What you are asked to do:
Please copy every line with the string "Целинная" from the entries below.
* * * * *
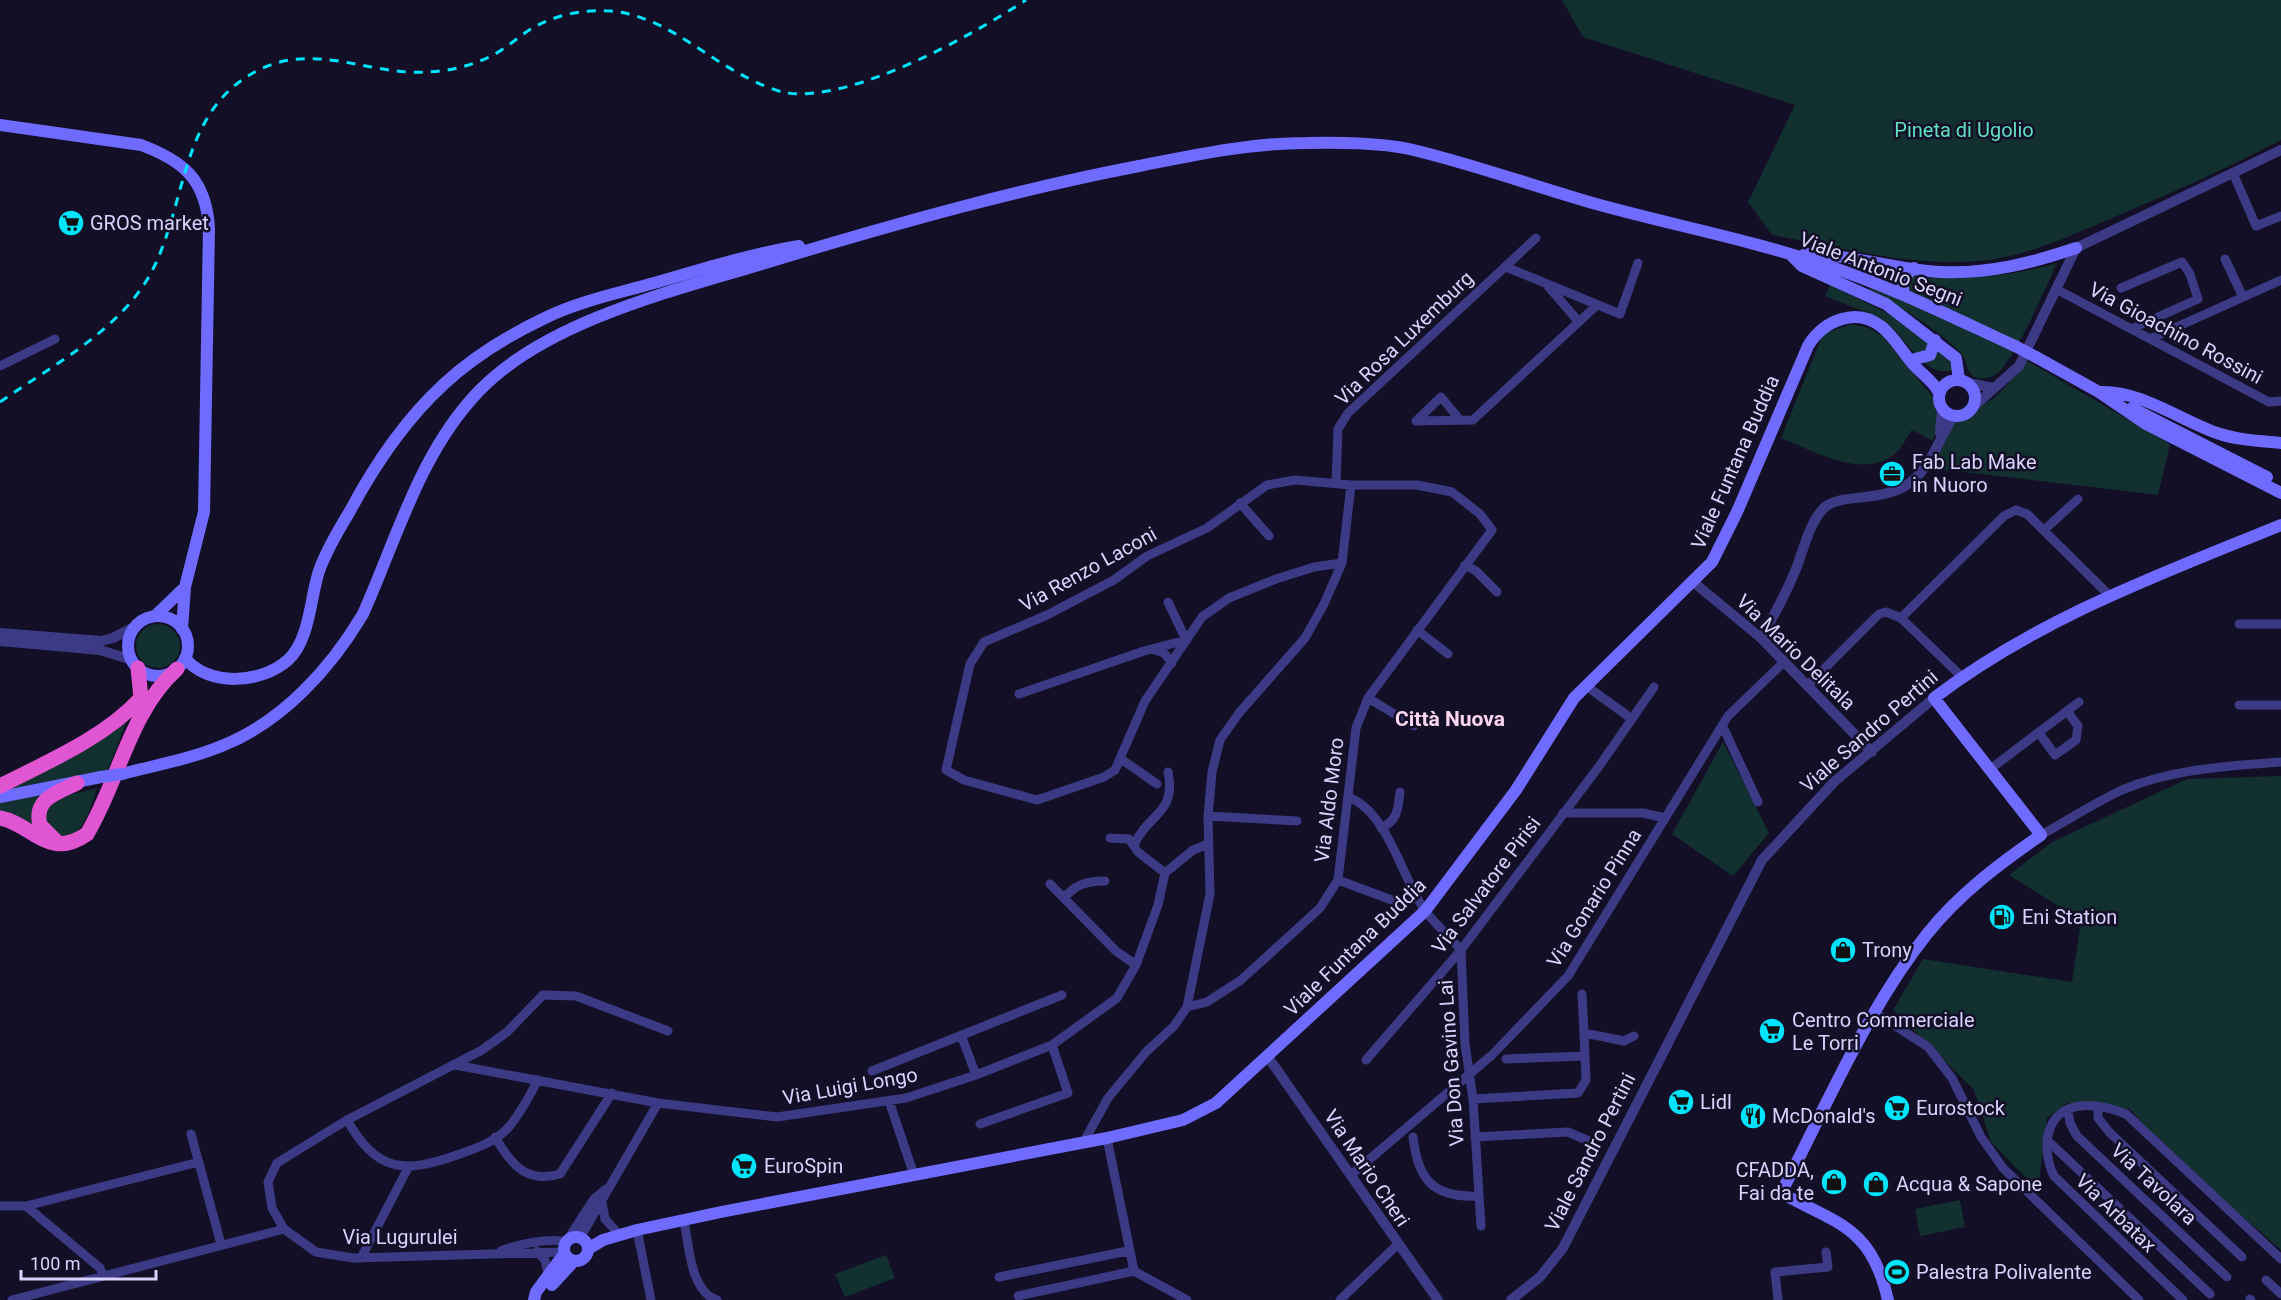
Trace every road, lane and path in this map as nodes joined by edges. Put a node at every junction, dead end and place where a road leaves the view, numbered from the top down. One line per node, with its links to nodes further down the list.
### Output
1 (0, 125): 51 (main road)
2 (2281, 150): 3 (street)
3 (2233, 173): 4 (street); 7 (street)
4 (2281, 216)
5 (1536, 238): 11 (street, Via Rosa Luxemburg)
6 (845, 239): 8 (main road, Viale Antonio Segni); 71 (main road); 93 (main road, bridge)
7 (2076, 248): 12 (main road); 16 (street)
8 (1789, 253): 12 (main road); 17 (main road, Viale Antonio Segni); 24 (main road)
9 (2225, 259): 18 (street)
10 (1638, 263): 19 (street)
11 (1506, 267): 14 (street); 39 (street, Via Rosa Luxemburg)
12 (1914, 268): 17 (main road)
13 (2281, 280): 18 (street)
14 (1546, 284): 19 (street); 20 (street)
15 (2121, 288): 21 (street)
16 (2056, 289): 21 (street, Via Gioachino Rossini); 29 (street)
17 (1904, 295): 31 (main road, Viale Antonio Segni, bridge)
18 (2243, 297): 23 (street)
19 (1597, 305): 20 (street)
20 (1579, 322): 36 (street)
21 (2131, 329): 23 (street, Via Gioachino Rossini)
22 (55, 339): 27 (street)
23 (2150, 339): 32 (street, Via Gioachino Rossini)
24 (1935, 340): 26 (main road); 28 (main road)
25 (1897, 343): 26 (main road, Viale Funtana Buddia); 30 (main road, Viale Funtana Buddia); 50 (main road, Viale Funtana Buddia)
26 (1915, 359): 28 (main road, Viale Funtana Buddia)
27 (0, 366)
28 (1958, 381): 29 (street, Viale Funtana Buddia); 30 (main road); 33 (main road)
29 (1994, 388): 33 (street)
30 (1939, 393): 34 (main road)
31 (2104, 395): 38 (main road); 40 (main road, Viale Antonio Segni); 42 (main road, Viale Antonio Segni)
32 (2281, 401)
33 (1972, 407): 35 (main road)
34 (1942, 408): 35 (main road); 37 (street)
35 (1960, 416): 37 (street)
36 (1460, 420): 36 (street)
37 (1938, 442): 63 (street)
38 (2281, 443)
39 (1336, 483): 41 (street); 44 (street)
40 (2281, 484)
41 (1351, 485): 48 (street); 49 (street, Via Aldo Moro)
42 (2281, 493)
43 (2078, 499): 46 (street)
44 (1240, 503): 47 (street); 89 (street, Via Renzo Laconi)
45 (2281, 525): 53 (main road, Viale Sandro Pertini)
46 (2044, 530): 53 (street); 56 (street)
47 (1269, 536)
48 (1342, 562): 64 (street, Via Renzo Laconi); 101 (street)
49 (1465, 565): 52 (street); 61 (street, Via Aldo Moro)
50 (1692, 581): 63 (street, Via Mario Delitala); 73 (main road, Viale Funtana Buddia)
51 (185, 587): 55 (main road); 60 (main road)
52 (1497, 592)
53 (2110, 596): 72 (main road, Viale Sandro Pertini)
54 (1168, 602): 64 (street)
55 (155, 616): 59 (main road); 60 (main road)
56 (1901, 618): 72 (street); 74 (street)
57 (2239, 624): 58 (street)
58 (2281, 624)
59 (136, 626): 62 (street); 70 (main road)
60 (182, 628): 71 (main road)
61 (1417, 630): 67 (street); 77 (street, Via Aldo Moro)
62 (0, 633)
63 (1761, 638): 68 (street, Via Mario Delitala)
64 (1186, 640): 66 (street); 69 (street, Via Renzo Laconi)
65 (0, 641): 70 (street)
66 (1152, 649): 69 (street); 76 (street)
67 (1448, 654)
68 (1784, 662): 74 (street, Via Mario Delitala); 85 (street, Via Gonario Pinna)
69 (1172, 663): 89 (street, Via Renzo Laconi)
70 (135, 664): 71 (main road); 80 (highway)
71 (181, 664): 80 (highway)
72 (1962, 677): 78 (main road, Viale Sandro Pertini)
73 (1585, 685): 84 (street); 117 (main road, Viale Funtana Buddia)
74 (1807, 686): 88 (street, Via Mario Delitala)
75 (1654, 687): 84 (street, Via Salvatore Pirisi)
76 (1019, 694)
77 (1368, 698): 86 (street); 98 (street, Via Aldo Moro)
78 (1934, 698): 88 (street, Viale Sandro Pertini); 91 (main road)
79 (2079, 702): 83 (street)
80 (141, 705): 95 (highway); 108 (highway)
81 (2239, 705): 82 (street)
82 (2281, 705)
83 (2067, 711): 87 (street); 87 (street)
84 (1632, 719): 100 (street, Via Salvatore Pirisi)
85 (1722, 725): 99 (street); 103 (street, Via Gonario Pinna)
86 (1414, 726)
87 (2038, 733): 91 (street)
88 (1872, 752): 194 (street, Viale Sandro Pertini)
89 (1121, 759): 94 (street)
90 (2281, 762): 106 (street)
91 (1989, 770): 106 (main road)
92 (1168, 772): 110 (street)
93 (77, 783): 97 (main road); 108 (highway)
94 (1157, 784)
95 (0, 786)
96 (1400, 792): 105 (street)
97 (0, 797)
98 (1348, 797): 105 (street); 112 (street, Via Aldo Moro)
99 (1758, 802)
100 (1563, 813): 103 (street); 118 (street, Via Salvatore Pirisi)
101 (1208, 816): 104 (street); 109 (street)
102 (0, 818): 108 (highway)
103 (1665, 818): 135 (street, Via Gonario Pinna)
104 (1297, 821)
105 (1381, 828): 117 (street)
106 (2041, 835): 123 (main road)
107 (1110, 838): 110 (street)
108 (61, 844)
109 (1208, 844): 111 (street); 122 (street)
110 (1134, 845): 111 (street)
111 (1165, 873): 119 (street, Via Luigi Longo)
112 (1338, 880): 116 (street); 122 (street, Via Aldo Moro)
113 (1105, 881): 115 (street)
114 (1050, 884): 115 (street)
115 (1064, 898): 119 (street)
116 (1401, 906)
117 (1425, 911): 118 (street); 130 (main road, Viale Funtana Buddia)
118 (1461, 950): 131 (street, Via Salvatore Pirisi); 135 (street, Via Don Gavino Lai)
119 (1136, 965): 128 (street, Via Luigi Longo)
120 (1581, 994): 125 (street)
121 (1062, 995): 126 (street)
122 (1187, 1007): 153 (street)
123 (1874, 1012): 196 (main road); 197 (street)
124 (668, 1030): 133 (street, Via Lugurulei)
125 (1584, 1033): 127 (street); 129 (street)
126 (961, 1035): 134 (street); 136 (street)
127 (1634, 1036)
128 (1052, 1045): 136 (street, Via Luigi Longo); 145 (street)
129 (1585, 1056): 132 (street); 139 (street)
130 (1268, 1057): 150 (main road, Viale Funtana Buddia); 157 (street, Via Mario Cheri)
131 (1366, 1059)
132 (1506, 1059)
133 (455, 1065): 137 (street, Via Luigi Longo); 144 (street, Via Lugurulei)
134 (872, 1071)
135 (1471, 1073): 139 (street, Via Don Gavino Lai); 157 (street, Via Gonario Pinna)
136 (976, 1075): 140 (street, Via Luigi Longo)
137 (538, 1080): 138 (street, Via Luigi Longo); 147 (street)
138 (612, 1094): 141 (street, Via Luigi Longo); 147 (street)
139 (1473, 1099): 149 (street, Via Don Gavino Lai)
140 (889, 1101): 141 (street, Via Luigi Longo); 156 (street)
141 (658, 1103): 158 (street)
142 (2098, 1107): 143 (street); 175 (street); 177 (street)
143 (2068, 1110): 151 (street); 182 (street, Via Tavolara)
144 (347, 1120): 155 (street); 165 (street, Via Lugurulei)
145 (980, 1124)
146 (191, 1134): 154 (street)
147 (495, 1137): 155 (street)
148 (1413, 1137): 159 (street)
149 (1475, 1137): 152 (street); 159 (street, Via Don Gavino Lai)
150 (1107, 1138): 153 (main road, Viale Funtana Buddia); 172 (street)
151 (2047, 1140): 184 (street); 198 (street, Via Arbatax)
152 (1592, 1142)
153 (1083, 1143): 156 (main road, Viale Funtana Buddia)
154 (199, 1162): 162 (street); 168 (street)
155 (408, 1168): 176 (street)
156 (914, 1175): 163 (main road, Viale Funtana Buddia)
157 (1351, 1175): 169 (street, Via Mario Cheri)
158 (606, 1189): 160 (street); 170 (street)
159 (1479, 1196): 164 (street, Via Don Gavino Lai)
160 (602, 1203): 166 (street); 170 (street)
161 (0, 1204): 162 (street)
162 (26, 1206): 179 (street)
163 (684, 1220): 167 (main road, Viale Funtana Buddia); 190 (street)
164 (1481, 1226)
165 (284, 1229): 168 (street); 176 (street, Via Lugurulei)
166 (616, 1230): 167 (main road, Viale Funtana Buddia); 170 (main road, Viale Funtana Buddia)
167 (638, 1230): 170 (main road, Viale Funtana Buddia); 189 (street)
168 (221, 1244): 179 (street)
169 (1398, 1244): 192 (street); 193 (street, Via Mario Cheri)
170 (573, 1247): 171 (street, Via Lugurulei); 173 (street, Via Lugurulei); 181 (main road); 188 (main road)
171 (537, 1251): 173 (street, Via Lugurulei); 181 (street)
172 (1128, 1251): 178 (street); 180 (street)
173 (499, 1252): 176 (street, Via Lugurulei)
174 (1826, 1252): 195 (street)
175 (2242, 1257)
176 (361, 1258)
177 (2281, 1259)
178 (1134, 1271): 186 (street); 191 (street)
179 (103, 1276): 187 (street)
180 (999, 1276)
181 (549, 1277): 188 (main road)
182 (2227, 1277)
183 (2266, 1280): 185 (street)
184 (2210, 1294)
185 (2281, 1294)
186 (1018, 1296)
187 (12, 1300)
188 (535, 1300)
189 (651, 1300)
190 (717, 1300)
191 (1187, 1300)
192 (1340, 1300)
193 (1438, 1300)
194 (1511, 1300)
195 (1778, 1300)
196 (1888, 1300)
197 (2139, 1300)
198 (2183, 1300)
* * * * *
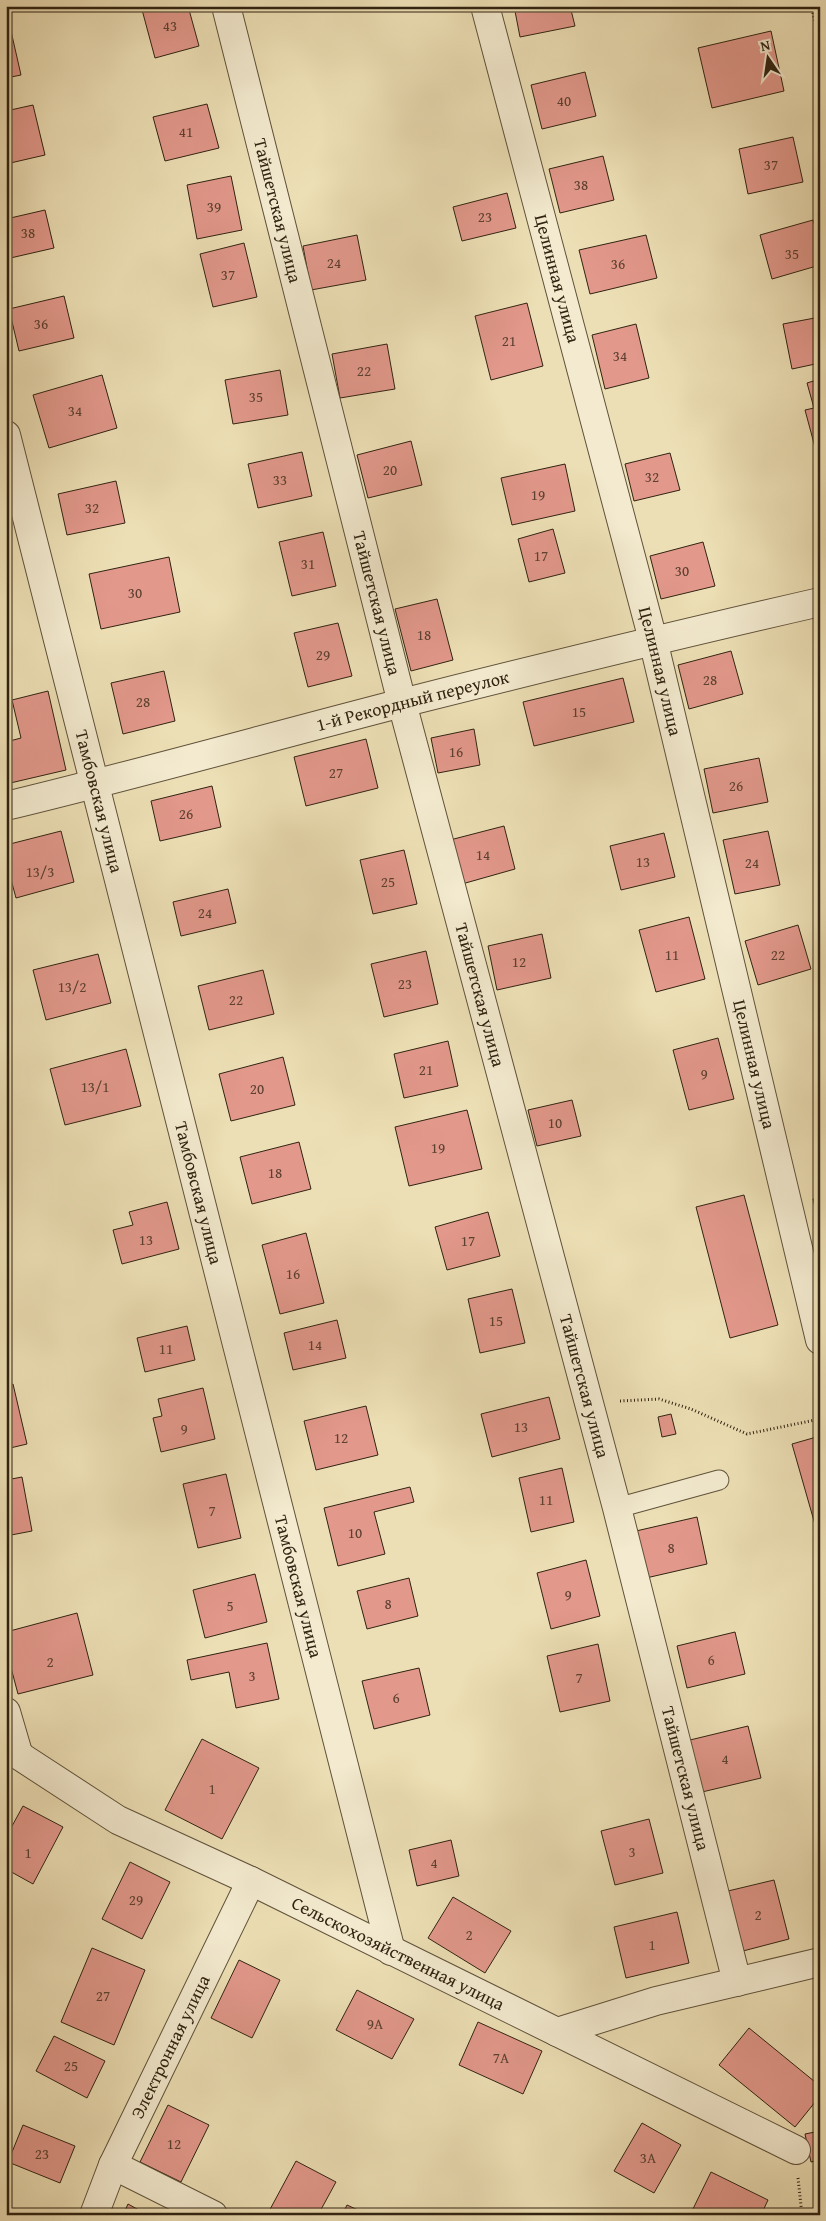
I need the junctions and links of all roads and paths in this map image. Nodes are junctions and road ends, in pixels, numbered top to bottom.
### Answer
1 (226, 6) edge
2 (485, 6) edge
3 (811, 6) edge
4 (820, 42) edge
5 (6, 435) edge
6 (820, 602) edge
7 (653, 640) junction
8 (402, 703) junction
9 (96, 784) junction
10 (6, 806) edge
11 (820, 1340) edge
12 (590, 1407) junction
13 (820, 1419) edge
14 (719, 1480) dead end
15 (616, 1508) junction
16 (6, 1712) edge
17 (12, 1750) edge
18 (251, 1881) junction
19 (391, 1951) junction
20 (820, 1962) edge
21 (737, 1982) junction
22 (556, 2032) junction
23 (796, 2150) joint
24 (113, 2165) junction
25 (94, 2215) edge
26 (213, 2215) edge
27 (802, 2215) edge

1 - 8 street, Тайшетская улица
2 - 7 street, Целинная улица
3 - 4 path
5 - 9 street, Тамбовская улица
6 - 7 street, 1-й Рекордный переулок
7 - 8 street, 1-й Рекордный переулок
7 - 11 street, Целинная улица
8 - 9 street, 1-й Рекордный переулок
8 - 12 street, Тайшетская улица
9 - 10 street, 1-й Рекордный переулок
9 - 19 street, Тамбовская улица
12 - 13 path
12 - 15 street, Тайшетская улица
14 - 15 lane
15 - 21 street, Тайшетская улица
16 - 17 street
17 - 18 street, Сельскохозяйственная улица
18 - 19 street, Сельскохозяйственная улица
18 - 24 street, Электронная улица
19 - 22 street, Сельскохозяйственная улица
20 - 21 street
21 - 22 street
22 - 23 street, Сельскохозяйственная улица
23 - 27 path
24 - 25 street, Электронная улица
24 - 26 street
* * * * *
Task result:
2 - 7 street, Целинная улица
7 - 11 street, Целинная улица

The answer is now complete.